Ok I'm trying to understand the second arcsine law which states:
Let $g_t:=\sup\{s\leq t:W_s=0\}$, then $$\mathbb{P}(g_t\leq s)=\frac{2}{\pi}\arcsin \left(\sqrt{\frac{s}{t}}\right )$$
This won't be anywhere near a rigorous proof, I just need clarification of whether my reasoning is correct.

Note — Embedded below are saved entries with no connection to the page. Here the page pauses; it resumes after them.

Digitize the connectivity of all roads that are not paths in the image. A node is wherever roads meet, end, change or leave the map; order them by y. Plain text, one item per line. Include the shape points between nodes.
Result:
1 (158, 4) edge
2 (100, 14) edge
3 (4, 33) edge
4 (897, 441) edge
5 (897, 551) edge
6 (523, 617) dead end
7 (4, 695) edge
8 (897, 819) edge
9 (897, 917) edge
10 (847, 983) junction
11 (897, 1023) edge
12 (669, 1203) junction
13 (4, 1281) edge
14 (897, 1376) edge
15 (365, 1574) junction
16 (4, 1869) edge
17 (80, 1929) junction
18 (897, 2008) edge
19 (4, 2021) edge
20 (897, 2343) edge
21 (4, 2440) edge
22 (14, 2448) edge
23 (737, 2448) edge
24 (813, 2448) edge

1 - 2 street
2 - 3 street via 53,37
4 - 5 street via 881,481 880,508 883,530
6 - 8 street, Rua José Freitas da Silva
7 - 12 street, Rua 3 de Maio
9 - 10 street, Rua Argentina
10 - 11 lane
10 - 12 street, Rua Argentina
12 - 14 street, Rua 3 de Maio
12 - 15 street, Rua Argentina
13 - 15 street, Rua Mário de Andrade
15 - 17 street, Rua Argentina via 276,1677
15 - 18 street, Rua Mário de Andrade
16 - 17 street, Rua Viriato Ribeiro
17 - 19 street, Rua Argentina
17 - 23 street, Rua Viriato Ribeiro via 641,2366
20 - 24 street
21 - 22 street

Ok so, if we condition on $W_s=x$ we have $$\mathbb{P}(g_t> s)=\int_{-\infty}^{\infty}\mathbb{P}(g_t>s| W_s=x)\cdot \mathbb{P}(W_s=x)$$ $$=\int_{-\infty}^{\infty}\frac{1}{\sqrt{2\pi s}}e^{-x^2/2s}\cdot \mathbb{P}(g_t>s| W_s=x)$$
Now the rest is the part I'm unsure of. We wish to calculate the probability that the Brownian motion returns to $0$ before time $t$ given that $W_s=x$. Hence as we conditioned on $W_s=x$, and Brownian motion has the strong Markov property we have that $$W_{t+s}-W_s\sim N(0,t)$$ which implies that the conditional density $$W_{t+s}\sim N(x,t-s)$$ This now determines the motion after $s$, given $W_s=x$.

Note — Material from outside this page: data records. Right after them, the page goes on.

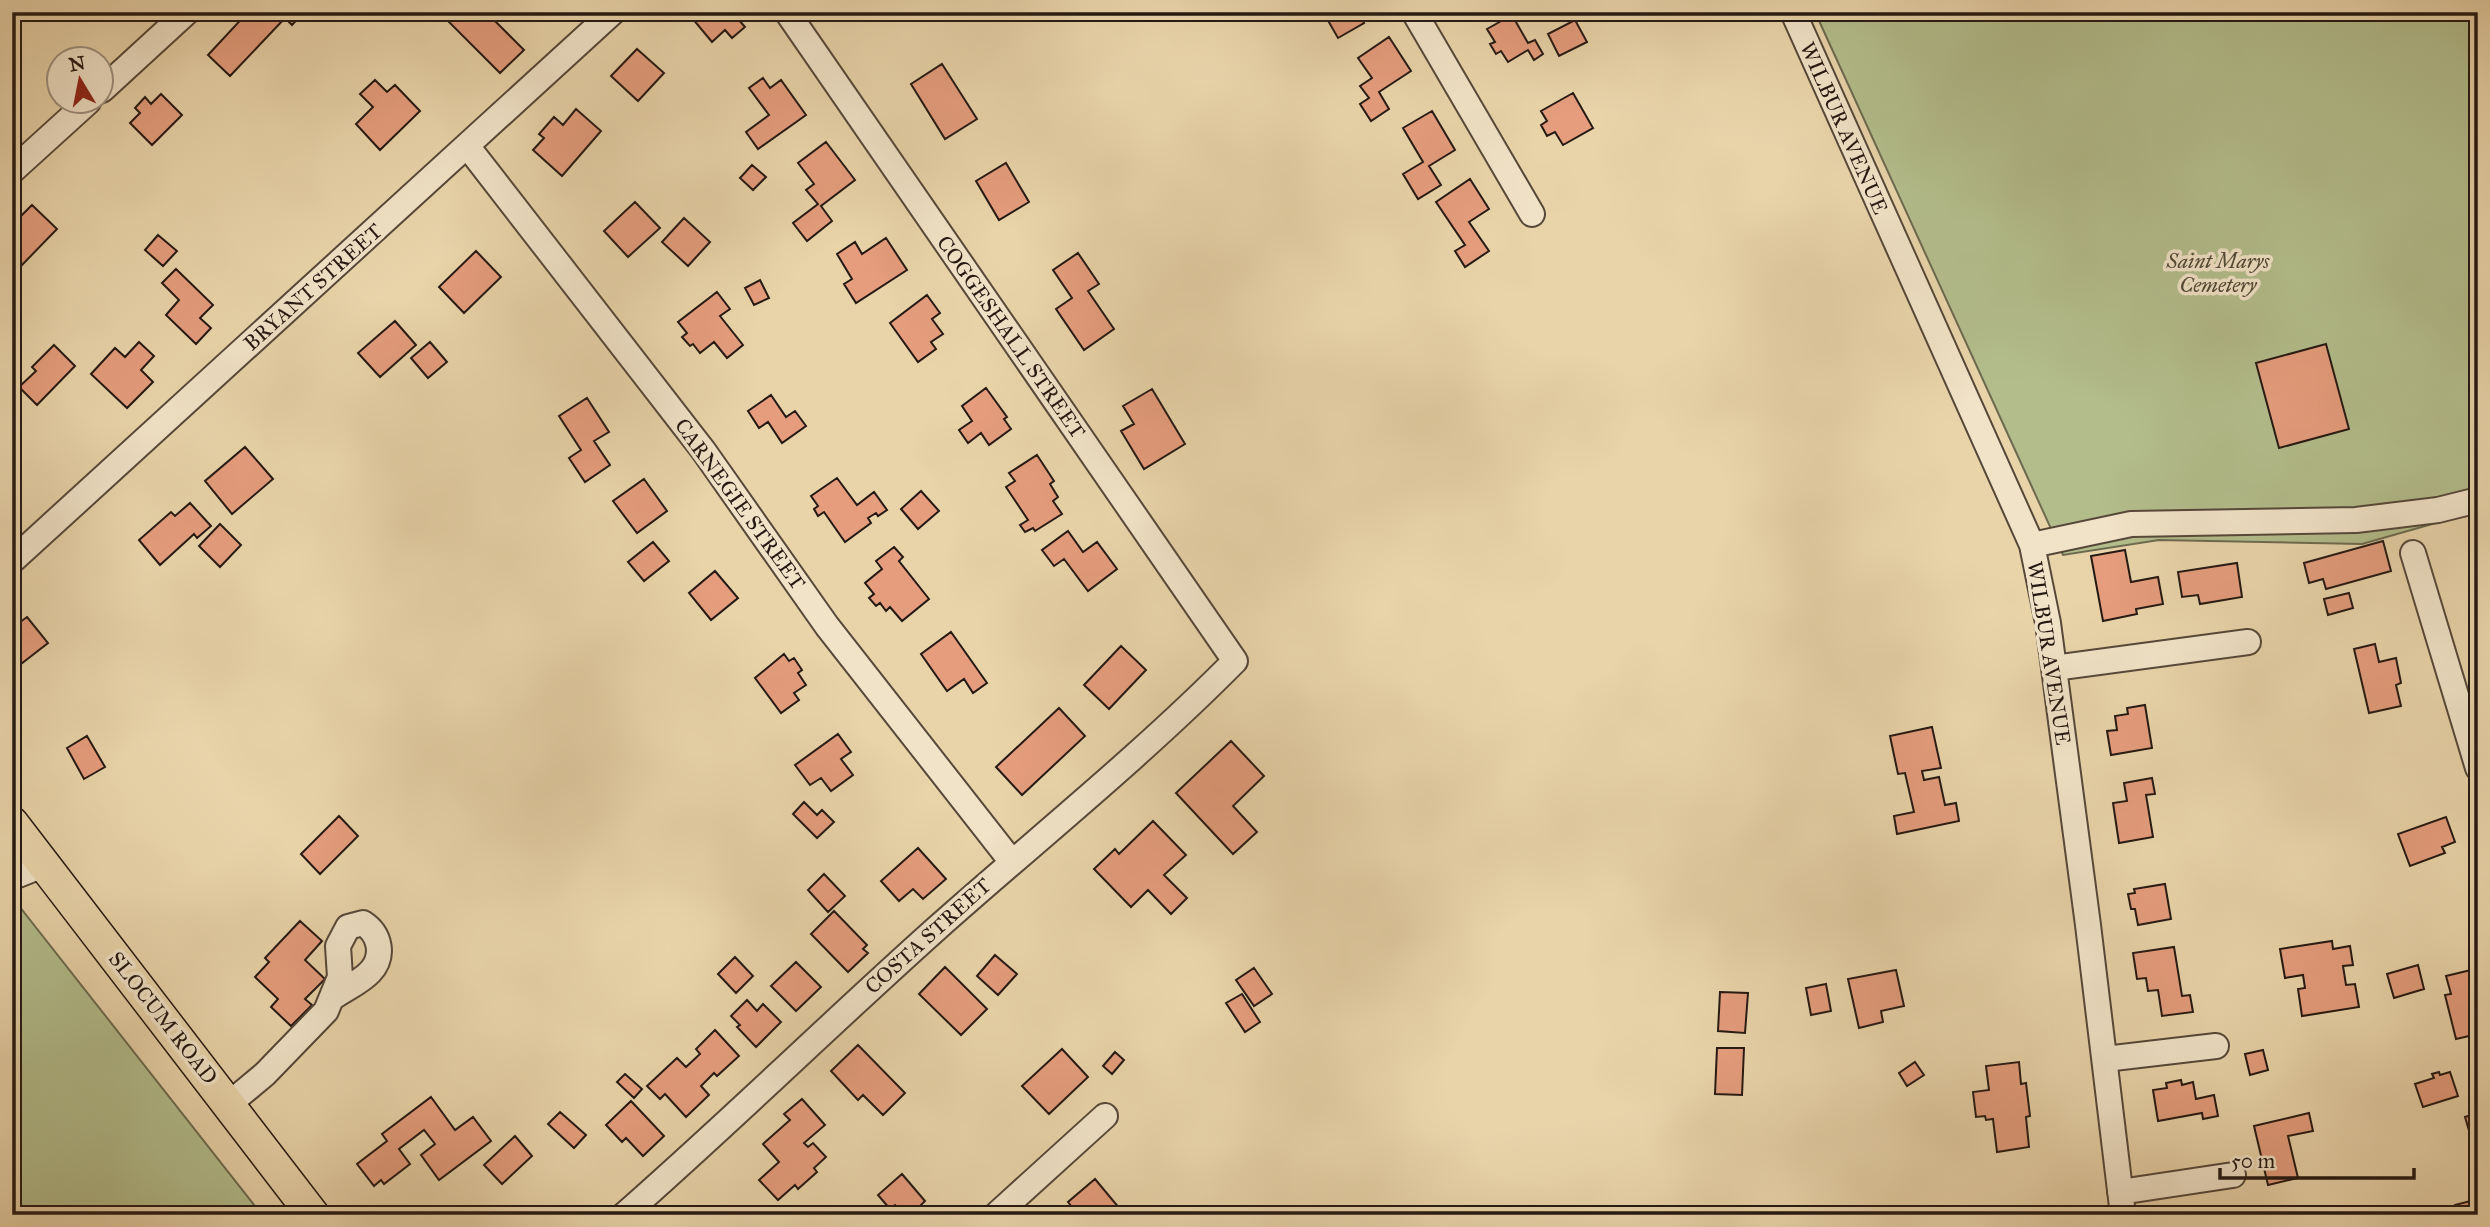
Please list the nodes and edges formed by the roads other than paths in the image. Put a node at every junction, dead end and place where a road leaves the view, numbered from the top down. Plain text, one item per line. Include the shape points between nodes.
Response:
1 (187, 12) edge
2 (613, 12) edge
3 (787, 12) edge
4 (1414, 12) edge
5 (1793, 12) edge
6 (116, 77) edge
7 (73, 116) edge
8 (468, 147) junction
9 (12, 171) edge
10 (1532, 214) dead end
11 (2478, 500) edge
12 (2032, 545) junction
13 (2413, 553) dead end
14 (12, 561) edge
15 (2248, 642) dead end
16 (1235, 661) joint
17 (2054, 668) junction
18 (2478, 768) edge
19 (12, 823) edge
20 (1012, 862) junction
21 (43, 865) junction
22 (12, 874) edge
23 (332, 998) dead end
24 (2216, 1046) dead end
25 (2105, 1059) junction
26 (229, 1104) junction
27 (1105, 1116) dead end
28 (2234, 1175) dead end
29 (2122, 1203) edge
30 (313, 1215) edge
31 (624, 1215) edge
32 (996, 1215) edge

1 - 6 street
2 - 8 street, BRYANT STREET
3 - 16 street, COGGESHALL STREET
4 - 10 street
5 - 12 street, WILBUR AVENUE
7 - 9 street
8 - 14 street, BRYANT STREET
8 - 20 street, CARNEGIE STREET via 703,450 827,626
11 - 12 street via 2356,520 2131,524
12 - 17 street, WILBUR AVENUE
13 - 18 street
15 - 17 street
16 - 20 street, COSTA STREET via 1131,761
17 - 25 street, WILBUR AVENUE
19 - 21 main road, SLOCUM ROAD
20 - 31 street, COSTA STREET
21 - 22 street
21 - 26 main road, SLOCUM ROAD
23 - 26 street via 327,1012
24 - 25 street
25 - 29 street, WILBUR AVENUE
26 - 30 main road, SLOCUM ROAD
27 - 32 street
28 - 29 street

Therefore if $x>0$ then we require $\mathbb{P}(W_{t+s}<0)=\Phi\left ( \frac{0-x}{\sqrt{t-s}} \right )=\Phi^c\left ( \frac{x}{\sqrt{t-s}}\right )$
And if $x<0$ we require $\mathbb{P}(W_{t+s}>0)=\Phi^c\left (\frac{-x}{\sqrt{t-s}}\right )$
Either way this is $\Phi^c\left (\frac{|x|}{\sqrt{t-s}}\right )$ and so $$\mathbb{P}(g_t>s|W_s=x)=2\Phi^c\left (\frac{|x|}{\sqrt{t-s}}\right )$$.
Plugging this into the integral and evaluating it gives the required arcsine law.
$\textbf{My problem in understanding is whether $s$ is the first hitting time to $x$}$. If it is not, then does this argument still hold? Also is this a viable method of showing the proof, provided one can evaluate the integral?